City needs agreement from railroad to renovate depot

The Kingman railroad depot is the first poured concrete building constructed in Arizona with a concrete roof, Community Development Director Dennis Roberts told the Kingman City Council at its Monday meeting.

He brought the council up-to-date on several issues related to the depot.

Otwell Associates Architects have completed a building assessment report funded by grants from the Great American Station Foundation and the State Historic Preservation Office.

The building was originally left unpainted to show off the fireproof concrete construction, the report states.

The first depot burned in 1900 and the replacement burned in 1906.

The design of the current depot reflected the railroad's interest in reducing the risk of fire.

Councilman Tom Spear asked Roberts to find the cost of removing the paint to compare with repainting the outside.

An estimated $495,000 would be required to restore the depot.

Amtrak has indicated an interest in moving back to the depot when renovation is complete, but would not use all the space.

Mayor Les Byram and Councilman Homer Johnston expressed concern about spending that much money without more information on a specific use and better information from Burlington Northern Santa Fe Railway.

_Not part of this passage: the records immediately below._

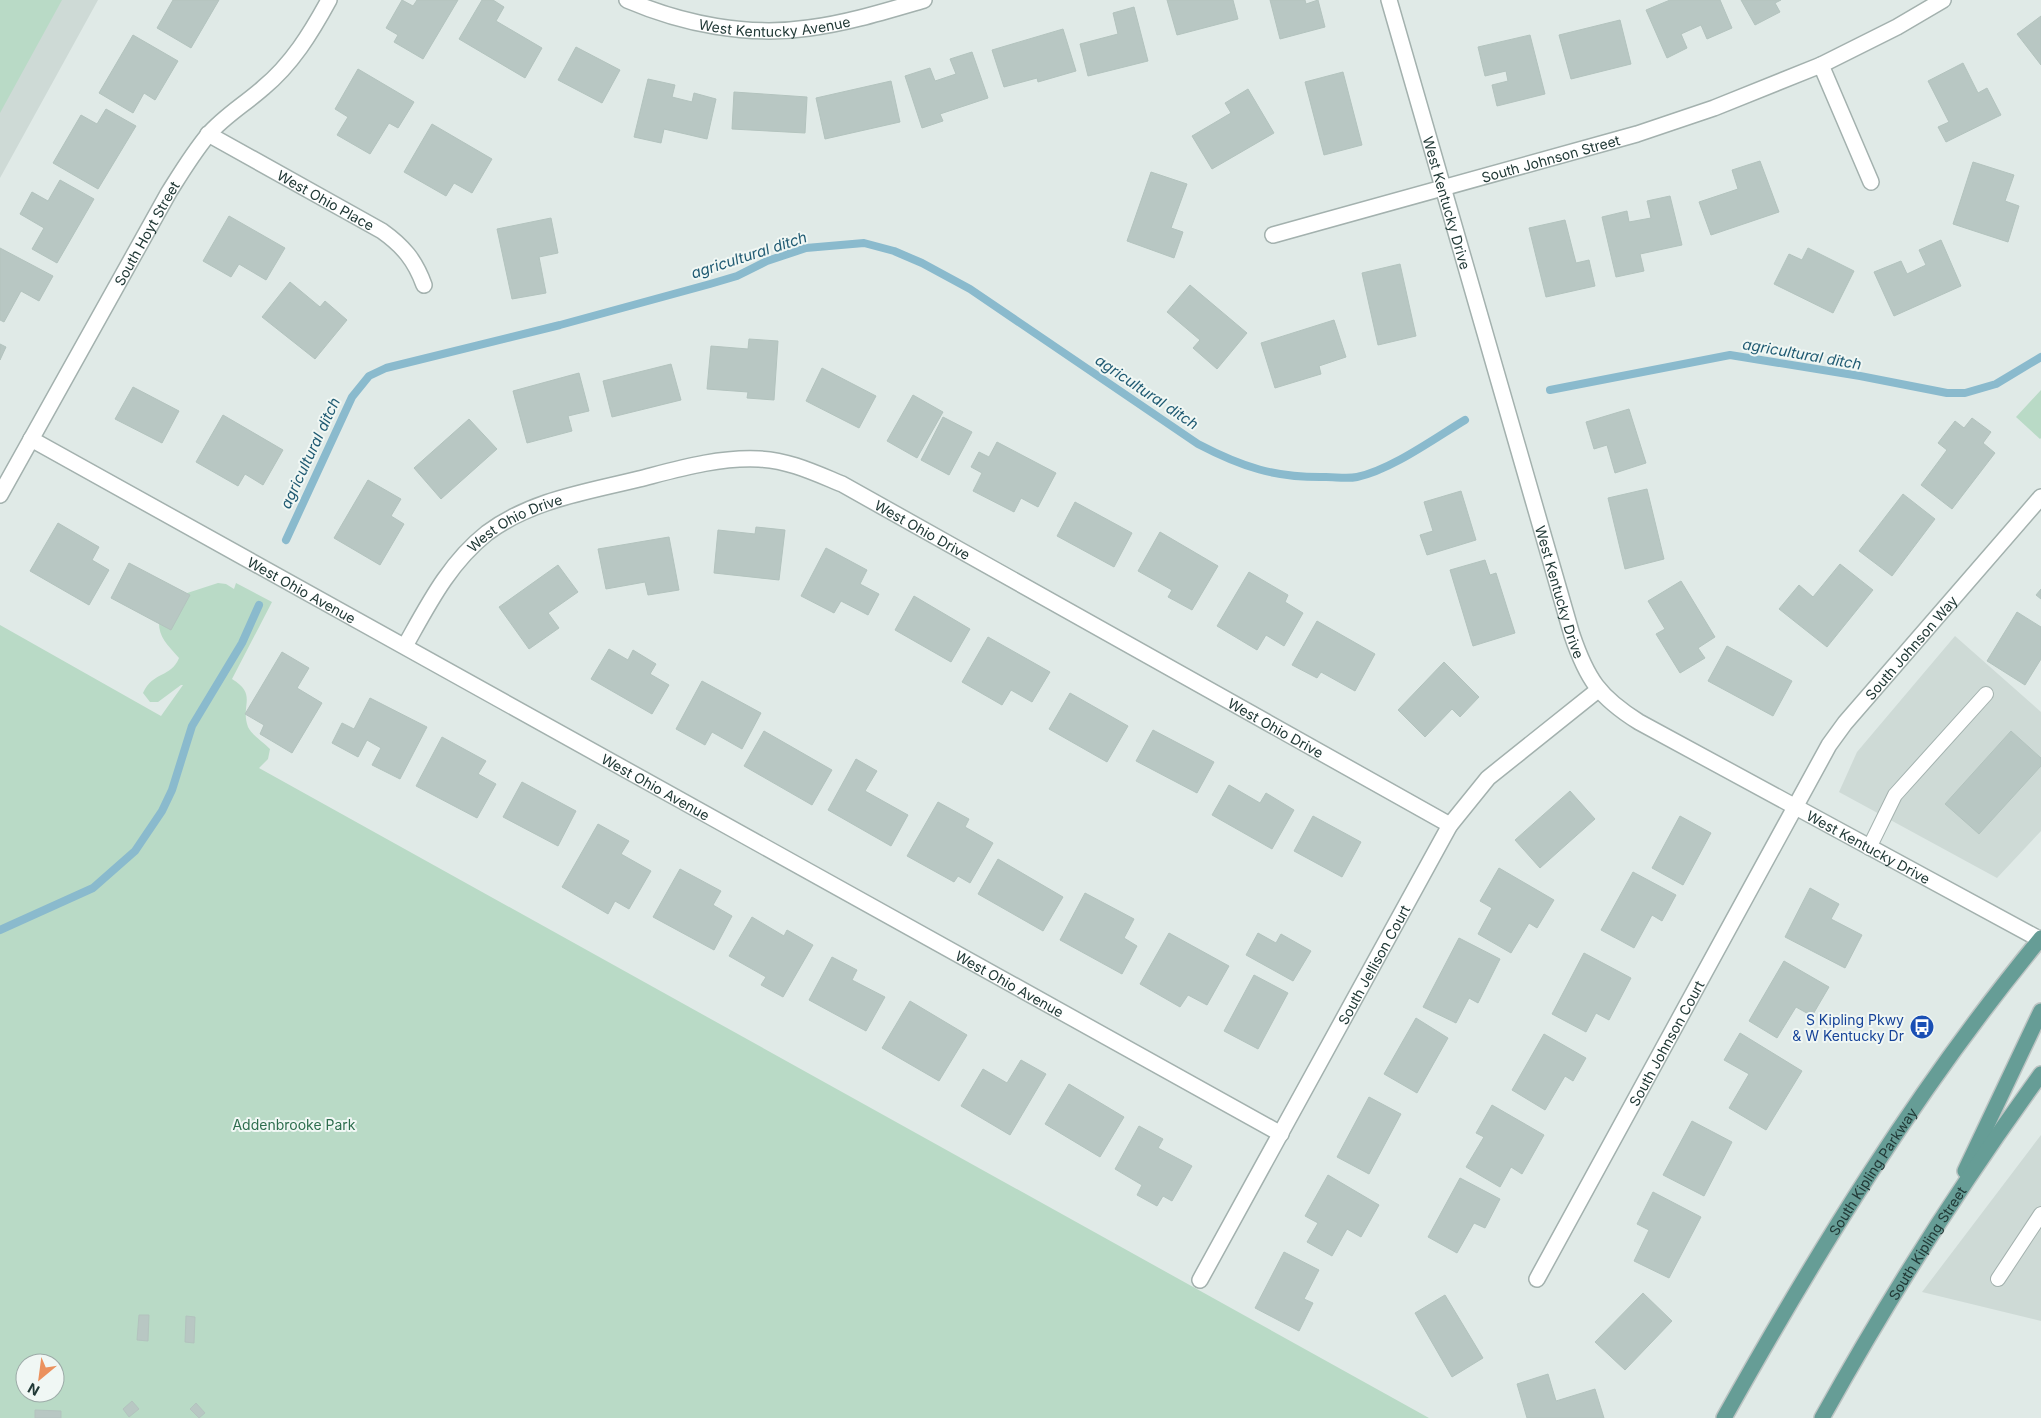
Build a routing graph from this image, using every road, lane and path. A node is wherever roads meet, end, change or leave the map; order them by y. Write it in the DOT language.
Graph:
graph roads {
  1 [pos="329,0"];
  2 [pos="626,0"];
  3 [pos="924,0"];
  4 [pos="1389,0"];
  5 [pos="1943,0"];
  6 [pos="1821,65"];
  7 [pos="208,134"];
  8 [pos="1871,182"];
  9 [pos="1444,186"];
  10 [pos="1273,235"];
  11 [pos="424,285"];
  12 [pos="31,439"];
  13 [pos="0,495"];
  14 [pos="2041,497"];
  15 [pos="405,646"];
  16 [pos="1598,690"];
  17 [pos="1986,694"];
  18 [pos="1794,808"];
  19 [pos="1450,825"];
  20 [pos="1869,848"];
  21 [pos="2041,940"];
  22 [pos="2041,1011"];
  23 [pos="2041,1074"];
  24 [pos="2041,1093"];
  25 [pos="1281,1134"];
  26 [pos="1991,1146"];
  27 [pos="2041,1214"];
  28 [pos="1944,1215"];
  29 [pos="1538,1279"];
  30 [pos="1998,1279"];
  31 [pos="1200,1280"];
  32 [pos="1724,1418"];
  33 [pos="1822,1418"];
  1 -- 7 [label="street, South Hoyt Street"];
  2 -- 3 [label="street, West Kentucky Avenue"];
  4 -- 9 [label="street, West Kentucky Drive"];
  5 -- 6 [label="street, South Johnson Street"];
  6 -- 8 [label="street"];
  6 -- 9 [label="street, South Johnson Street"];
  7 -- 11 [label="street, West Ohio Place"];
  7 -- 12 [label="street, South Hoyt Street"];
  9 -- 10 [label="street, South Johnson Street"];
  9 -- 16 [label="street, West Kentucky Drive"];
  12 -- 13 [label="street, South Hoyt Street"];
  12 -- 15 [label="street, West Ohio Avenue"];
  14 -- 18 [label="street, South Johnson Way"];
  15 -- 19 [label="street, West Ohio Drive"];
  15 -- 25 [label="street, West Ohio Avenue"];
  16 -- 18 [label="street, West Kentucky Drive"];
  16 -- 19 [label="street, South Jellison Court"];
  17 -- 20 [label="lane"];
  18 -- 20 [label="street, West Kentucky Drive"];
  18 -- 29 [label="street, South Johnson Court"];
  19 -- 25 [label="street, South Jellison Court"];
  20 -- 21 [label="street, West Kentucky Drive"];
  21 -- 32 [label="main road, South Kipling Parkway"];
  22 -- 28 [label="main road"];
  23 -- 26 [label="main road, South Kipling Street"];
  24 -- 26 [label="main road"];
  25 -- 31 [label="street, South Jellison Court"];
  26 -- 28 [label="main road, South Kipling Street"];
  27 -- 30 [label="lane"];
  28 -- 33 [label="main road, South Kipling Street"];
}
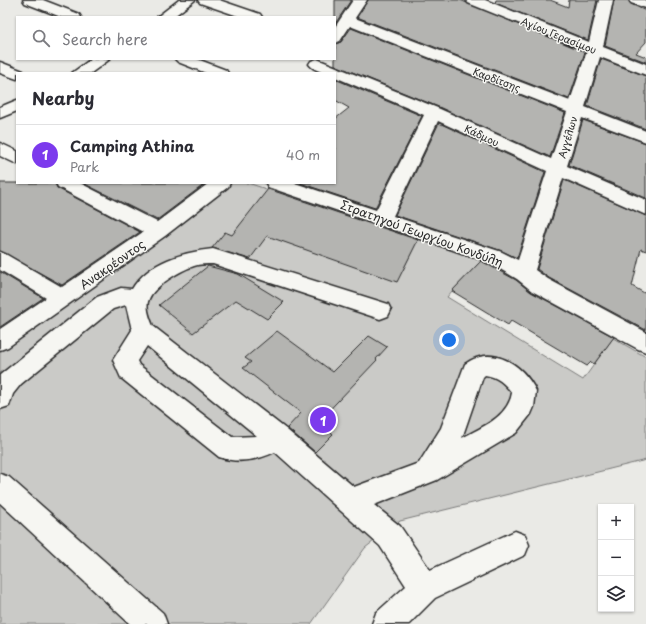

Roberts said city staff had visited other city depots in Flagstaff, Winslow and Holbrook plus a depot in Needles, Calif.

Staff also met with representatives of Amtrak and BNSF to discuss uses and restrictions.

"We are not spending money or contracting for plans until we resolve some of the issues with BNSF," Roberts said.

The city should get confirmation of receipt of state grant money to go toward the depot restoration project in December, but would not move forward even if approved until issues are resolved, Roberts said.

The grant application asked for $500,00 with the city responsible for 20 percent of the total.

In other business, Kingman resident Cal Richards appeared before the council to discuss an ordinance to control "boom cars" as sound amplification systems in cars becomes more powerful and prevalent.

He gave the council samples of enforceable ordinances that do not require special measuring devices.

They came from Chicago, Bullhead City and Tucson.

Byram said the city had discussed the issue a year ago but would look over the new information before making a decision.